Tickets for the show are $18 for general admission in advance, $20 at the door; $15 for students and $17 for seniors. They're available at Hearthside and Rainy Day Books.

"Sometimes Irish music sounds the same because after awhile people aren't hearing distinctions," Hayes said. "We put a lot of effort into re-expressing each piece of music and presenting each piece of music freshly without a nameplate or a systematic way of delivering it.

"Our goal, on one hand, is to play music that speaks coherently and genuinely within the tradition, but also to play music that communicates beyond the genre."

Hayes has won six All-Ireland fiddle championships, as well as a National Entertainment Award, Ireland's Grammy.
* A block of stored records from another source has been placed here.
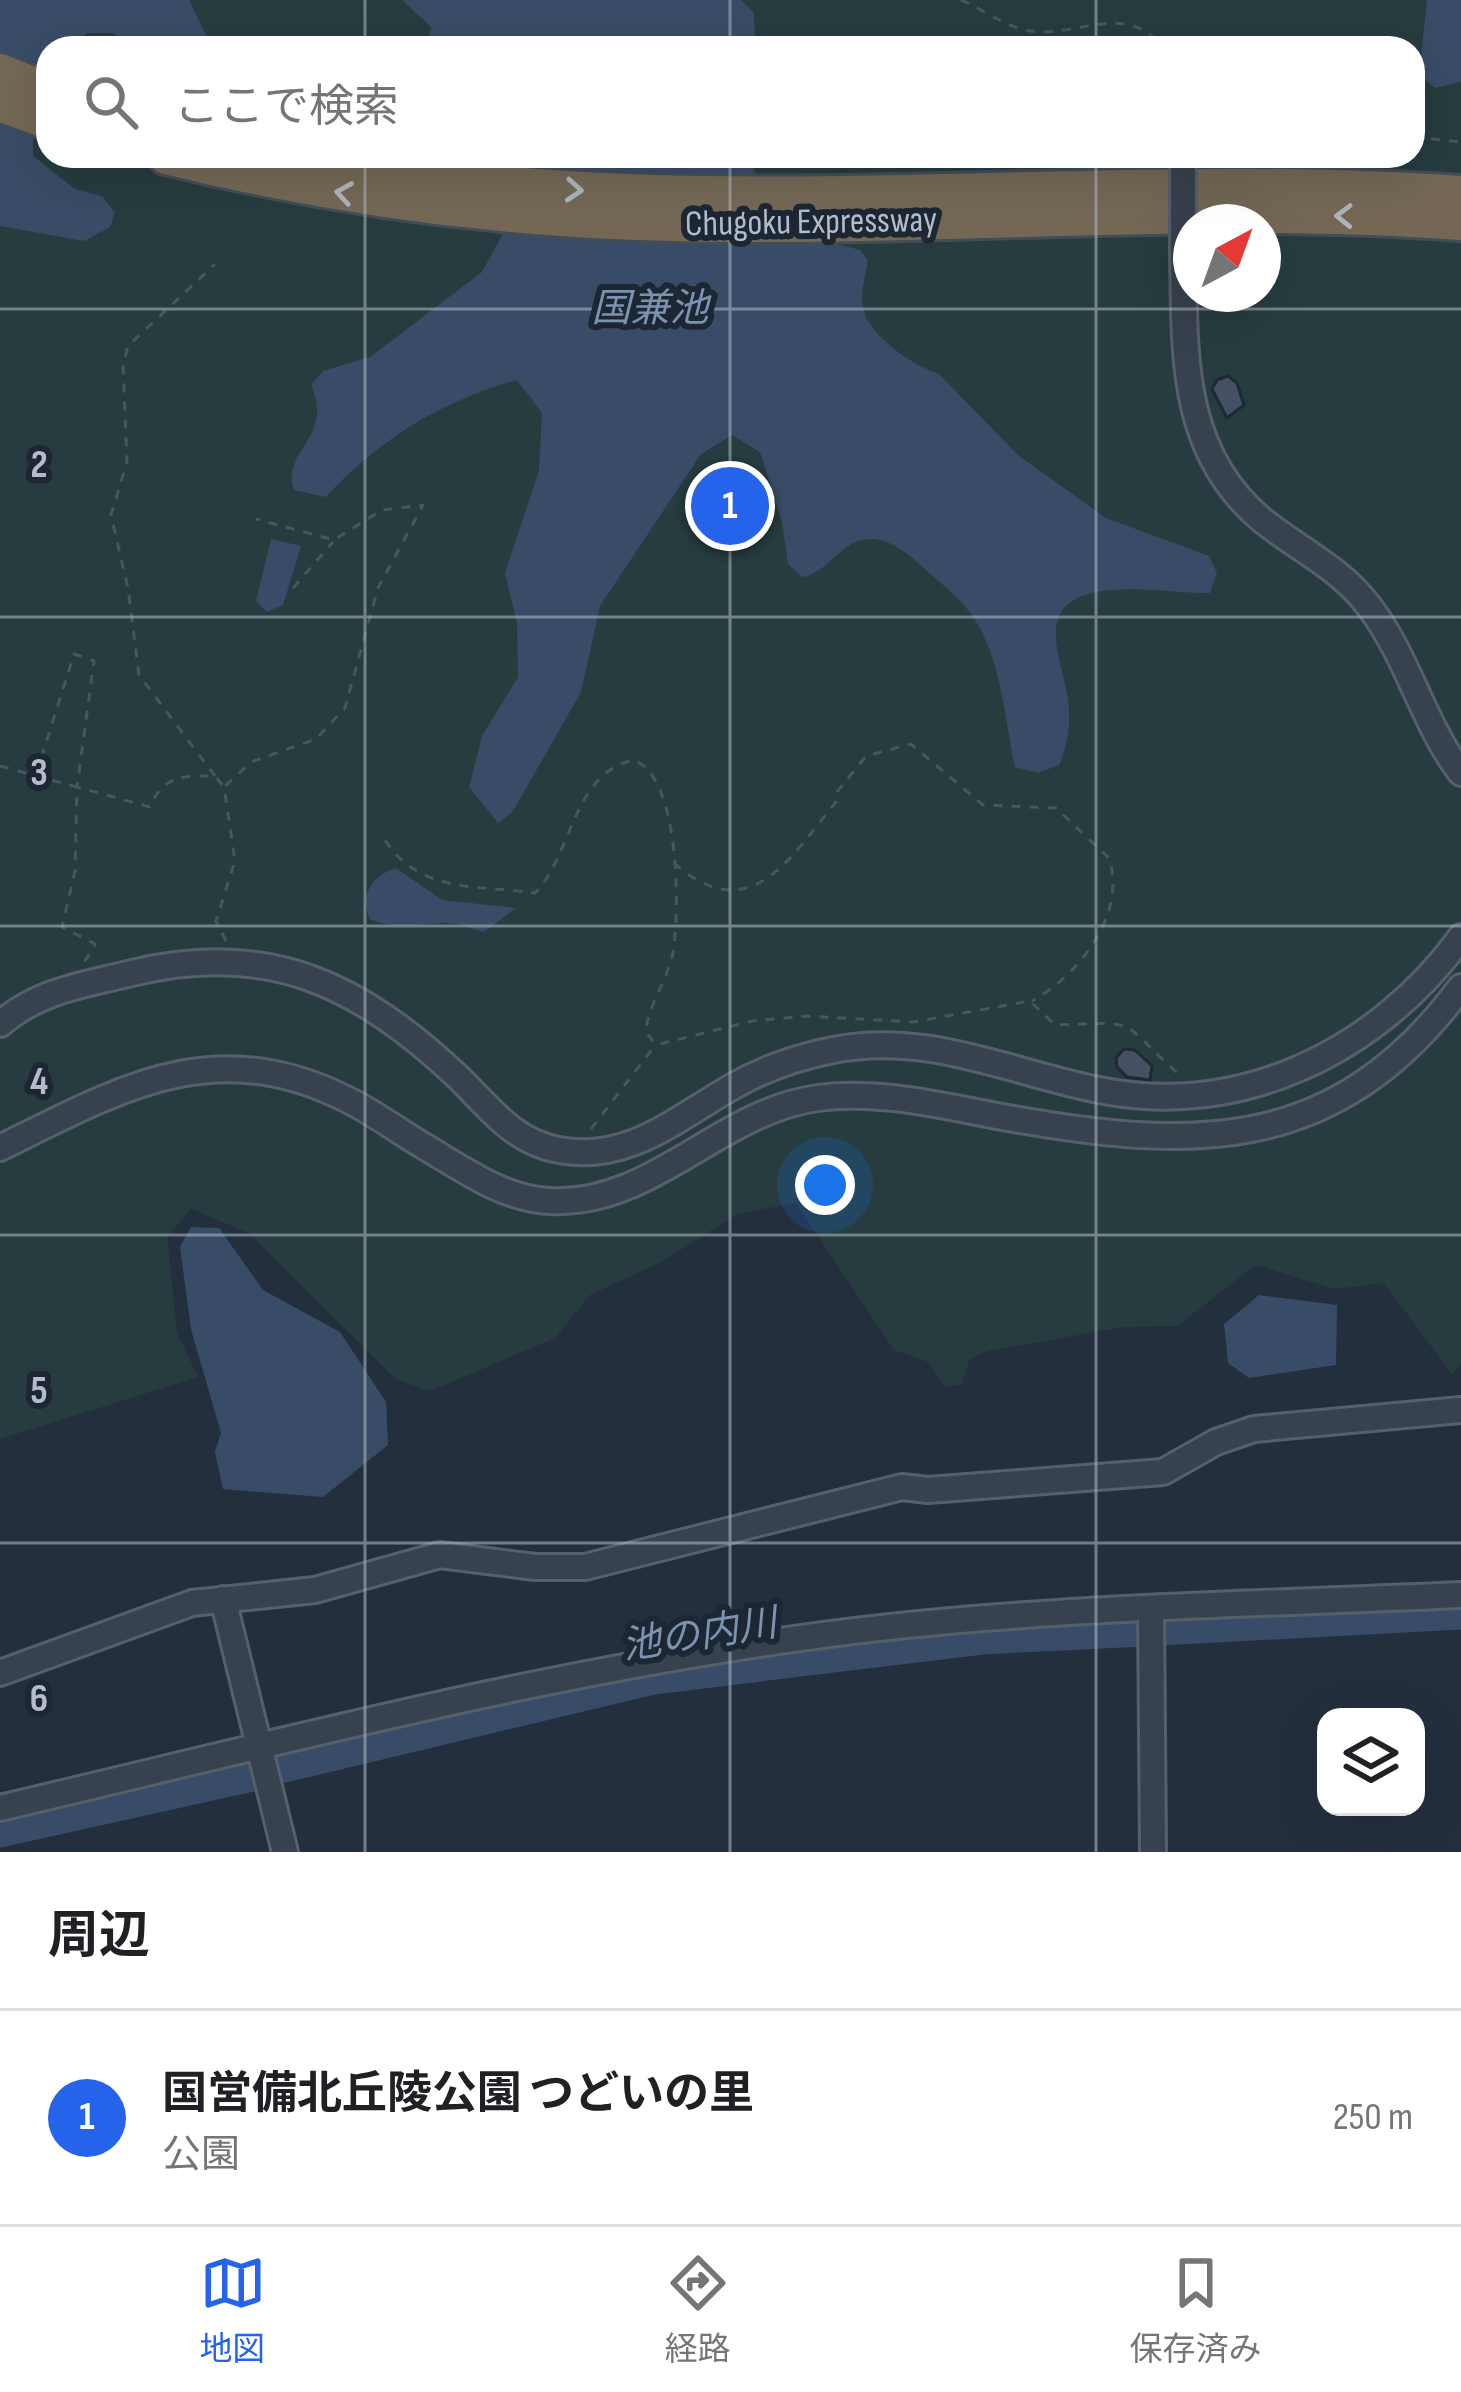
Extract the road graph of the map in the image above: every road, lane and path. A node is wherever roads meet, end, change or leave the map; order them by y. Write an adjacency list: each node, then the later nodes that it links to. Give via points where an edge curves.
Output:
1 (961, 0): 2 (path, via 1014,28 1127,21)
2 (1153, 36)
3 (0, 72): 4 (highway)
4 (36, 86)
5 (0, 103): 6 (highway)
6 (36, 116)
7 (1425, 138): 8 (path)
8 (1461, 142)
9 (217, 168): 13 (highway, Chugoku Expressway, one-way to 9)
10 (346, 168): 13 (highway, Chugoku Expressway)
11 (1183, 168): 20 (street, bridge, via 1186,367 1200,437 1238,497 1340,575 1372,610)
12 (1461, 194): 14 (highway, Chugoku Expressway, via 1250,187)
13 (458, 195): 14 (highway, Chugoku Expressway, via 660,222)
14 (782, 209): 15 (highway, Chugoku Expressway, one-way to 14)
15 (1461, 222)
16 (215, 264): 23 (path, via 128,346 127,463 110,515 139,675)
17 (256, 519): 18 (path)
18 (334, 540): 19 (path); 25 (path, via 370,515 423,505 378,588 345,708 316,739 251,762)
19 (293, 588)
20 (1456, 758)
21 (0, 766): 22 (path)
22 (36, 775): 24 (path); 24 (path, via 74,654 94,661)
23 (214, 776): 24 (path, via 175,776 150,807); 25 (path)
24 (77, 787): 30 (path, via 75,871 62,927 94,944)
25 (224, 787): 29 (path, via 235,861 216,921)
26 (385, 840): 27 (path, via 437,881 535,893 588,794 606,771 633,760 649,766 661,785)
27 (673, 863): 32 (path, via 735,892 763,885 866,756 910,744 983,806 1065,814 1109,859 1114,886 1101,928 1069,973); 34 (path, via 673,952 647,1021)
28 (1461, 938): 35 (street, via 1408,1001 1360,1038 1276,1079)
29 (242, 961): 30 (street); 37 (street, via 294,971 364,1004 509,1128)
30 (82, 982): 33 (street)
31 (1461, 986): 36 (street, via 1408,1050 1369,1082 1300,1115 1208,1138 1088,1133 874,1096 818,1098 741,1123 629,1188 546,1202 477,1177 349,1100 232,1067 167,1072)
32 (1030, 1001): 34 (path, via 913,1022 752,1022); 35 (path, via 1055,1025 1106,1020 1131,1027)
33 (0, 1024)
34 (656, 1045): 37 (path, via 578,1136)
35 (1205, 1094): 37 (street, via 1101,1091 960,1052 859,1046 762,1072 632,1146)
36 (0, 1148)
37 (578, 1152)
38 (1461, 1410): 40 (street, via 1254,1430 1163,1472 902,1487 585,1567 440,1555 315,1591)
39 (1461, 1595): 41 (street)
40 (223, 1599): 42 (street); 43 (street)
41 (1150, 1610): 43 (street, via 939,1623 705,1652); 46 (street)
42 (0, 1673)
43 (258, 1748): 44 (street); 45 (street)
44 (0, 1808)
45 (285, 1852)
46 (1153, 1852)

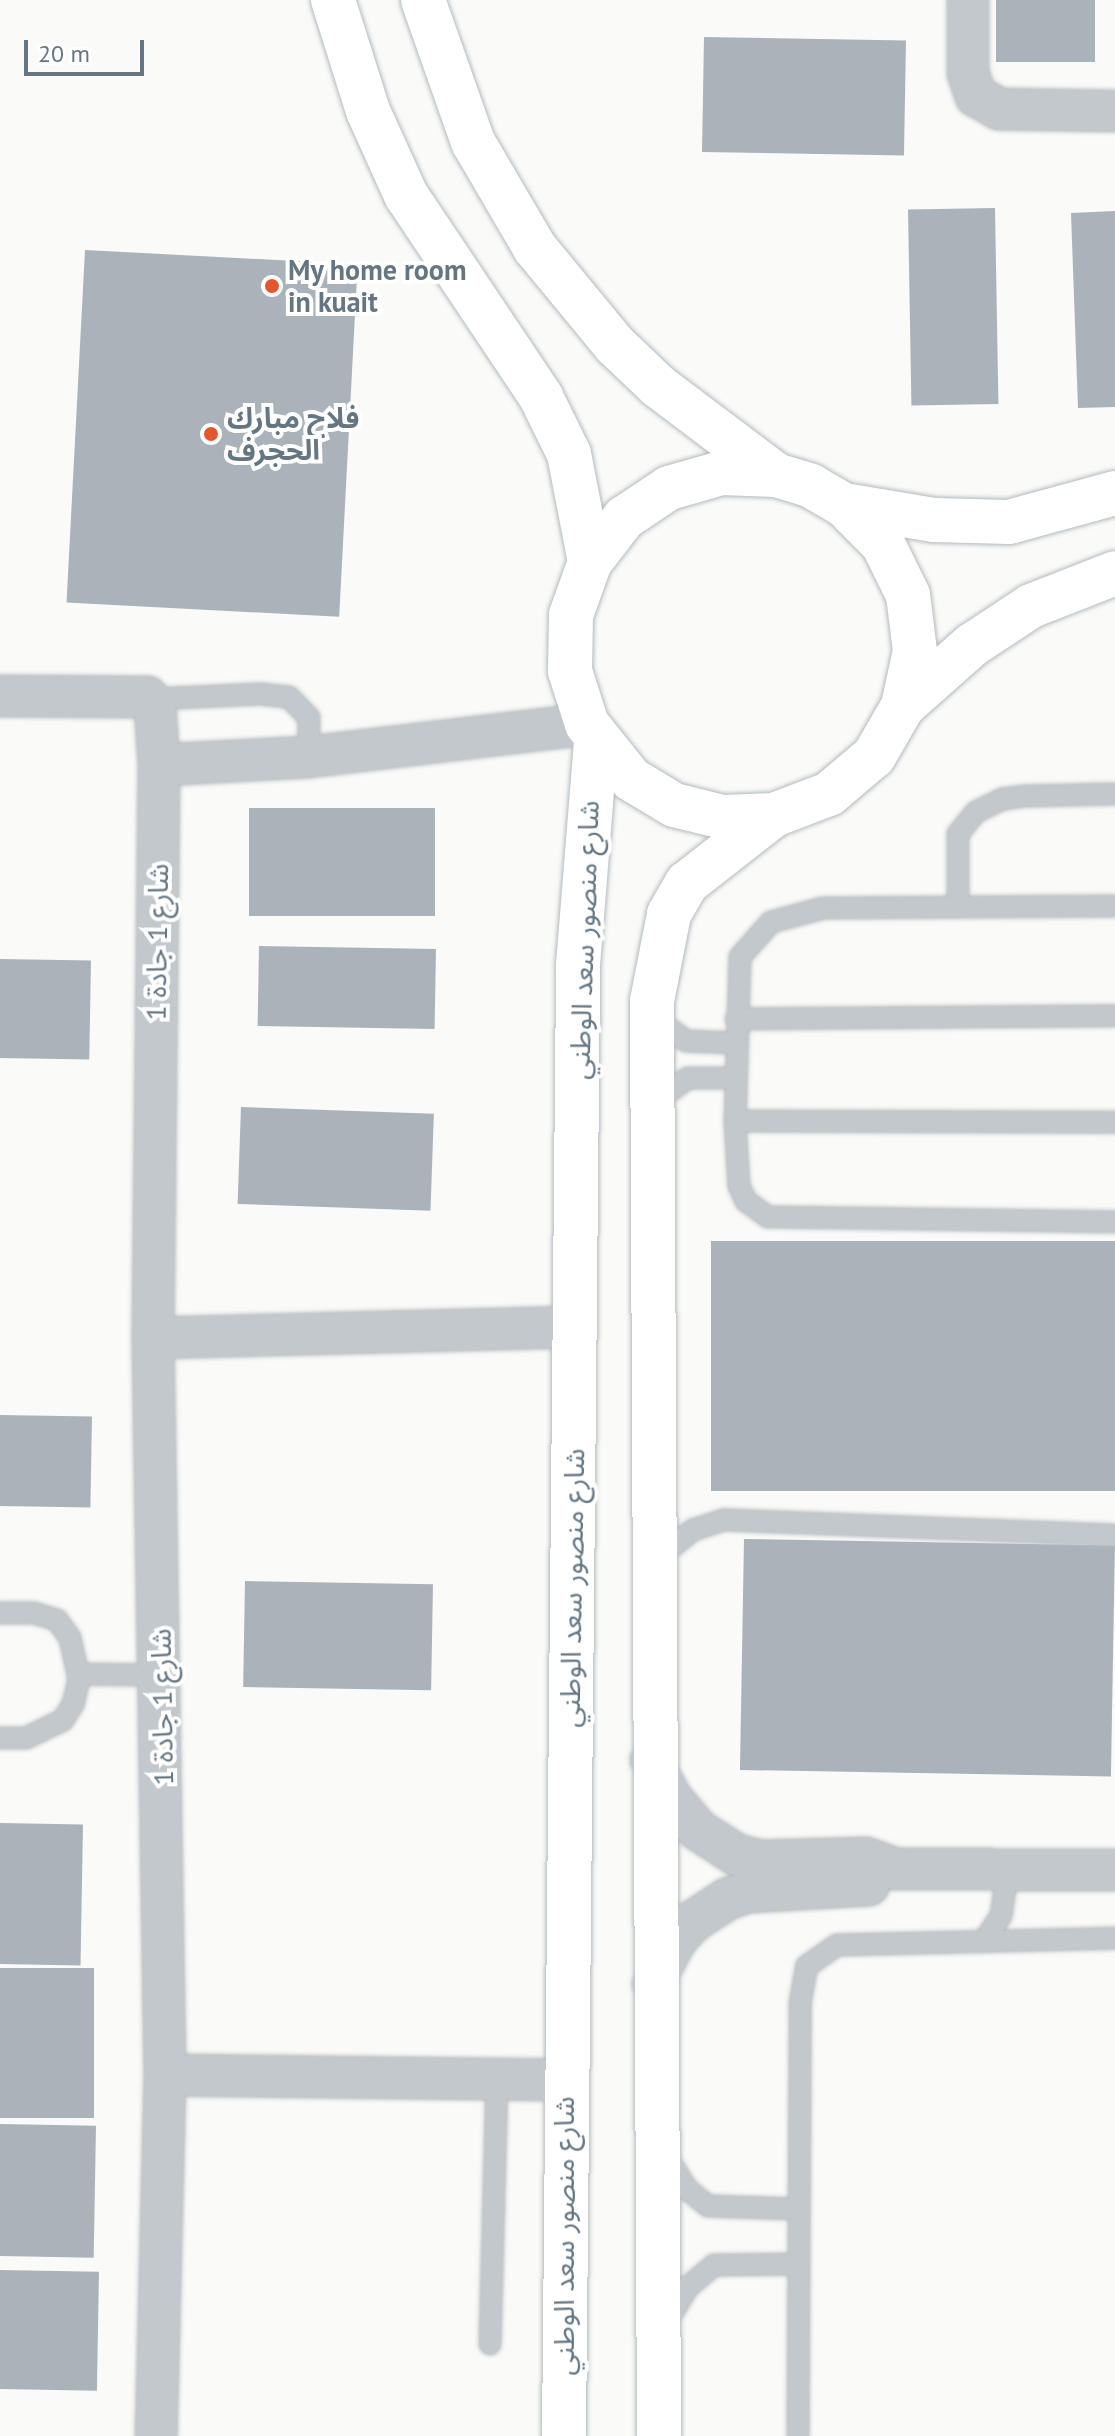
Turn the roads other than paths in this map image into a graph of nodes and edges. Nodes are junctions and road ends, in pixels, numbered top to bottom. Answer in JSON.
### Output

He grew up immersed in the "slow, lyrical style" of East County Clare and played with his father, P.J. Hayes, a master fiddler and the leader of Tulla Ceili, an influential band in Clare County for more than 50 years.

"I've always appreciated the expression of the old players," Martin Hayes said. "I've always felt an affinity with the music, the feelings. Even non-technically proficient players have made a mark on me.

"I kind of try to make a balance between slow lyricism and fire and drive, and make that relate to each other. I'm attracted to emotional expression in music and music that really speaks with a lot of sincerity."

Hayes moved to the United States in the mid-1980s. Cahill, meanwhile, had established himself in the Chicago scene. They met and formed a jazz/rock/fusion band called Midnight Court, before re-embracing traditional music and recording solo albums.

Hayes has lived in Seattle for almost 10 years.

"I don't want to classify myself as a drifter, but there's an element of that involved," Hayes said. "There's been a lot of musical vagrancy. Seattle is a good audience. There are a lot of musicians here. But generally, I kind of lead a quiet life."

He reunited with Cahill in the mid-1990s and they've released two recordings, 1997's "The Lonesome Touch" and 1999's "Live in Seattle." They've completed 90 percent of the recording for a new release, tentatively scheduled for early next year.

"We've multi-tracked a little bit," Hayes said. "Sometimes I play viola and fiddle. Sometime Dennis plays mandolin and guitar. So it's a little different than the other recordings, unless I change my mind before it gets out."